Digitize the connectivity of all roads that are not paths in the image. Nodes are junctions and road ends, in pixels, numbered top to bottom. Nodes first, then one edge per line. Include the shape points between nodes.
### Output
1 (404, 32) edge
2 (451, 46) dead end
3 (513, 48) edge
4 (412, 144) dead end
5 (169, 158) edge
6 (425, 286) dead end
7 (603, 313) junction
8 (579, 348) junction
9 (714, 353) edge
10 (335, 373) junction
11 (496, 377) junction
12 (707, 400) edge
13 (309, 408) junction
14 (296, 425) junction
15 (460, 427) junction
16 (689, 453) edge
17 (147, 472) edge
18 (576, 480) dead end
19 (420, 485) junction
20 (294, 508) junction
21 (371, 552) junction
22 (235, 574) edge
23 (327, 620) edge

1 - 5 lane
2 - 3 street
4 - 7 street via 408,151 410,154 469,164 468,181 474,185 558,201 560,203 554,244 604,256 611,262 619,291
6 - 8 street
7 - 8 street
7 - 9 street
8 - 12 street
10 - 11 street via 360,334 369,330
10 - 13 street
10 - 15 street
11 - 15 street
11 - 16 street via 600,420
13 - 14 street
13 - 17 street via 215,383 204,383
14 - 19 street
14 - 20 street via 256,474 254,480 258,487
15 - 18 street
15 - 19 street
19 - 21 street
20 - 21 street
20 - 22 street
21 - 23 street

• • • • • • •

> **EXERCISE AIM**
Retype all the material above precisely, with no line left out.

> **ANSWER BELOW**
Digitize the connectivity of all roads that are not paths in the image. Nodes are junctions and road ends, in pixels, numbered top to bottom. Nodes first, then one edge per line. Include the shape points between nodes.
### Output
1 (404, 32) edge
2 (451, 46) dead end
3 (513, 48) edge
4 (412, 144) dead end
5 (169, 158) edge
6 (425, 286) dead end
7 (603, 313) junction
8 (579, 348) junction
9 (714, 353) edge
10 (335, 373) junction
11 (496, 377) junction
12 (707, 400) edge
13 (309, 408) junction
14 (296, 425) junction
15 (460, 427) junction
16 (689, 453) edge
17 (147, 472) edge
18 (576, 480) dead end
19 (420, 485) junction
20 (294, 508) junction
21 (371, 552) junction
22 (235, 574) edge
23 (327, 620) edge

1 - 5 lane
2 - 3 street
4 - 7 street via 408,151 410,154 469,164 468,181 474,185 558,201 560,203 554,244 604,256 611,262 619,291
6 - 8 street
7 - 8 street
7 - 9 street
8 - 12 street
10 - 11 street via 360,334 369,330
10 - 13 street
10 - 15 street
11 - 15 street
11 - 16 street via 600,420
13 - 14 street
13 - 17 street via 215,383 204,383
14 - 19 street
14 - 20 street via 256,474 254,480 258,487
15 - 18 street
15 - 19 street
19 - 21 street
20 - 21 street
20 - 22 street
21 - 23 street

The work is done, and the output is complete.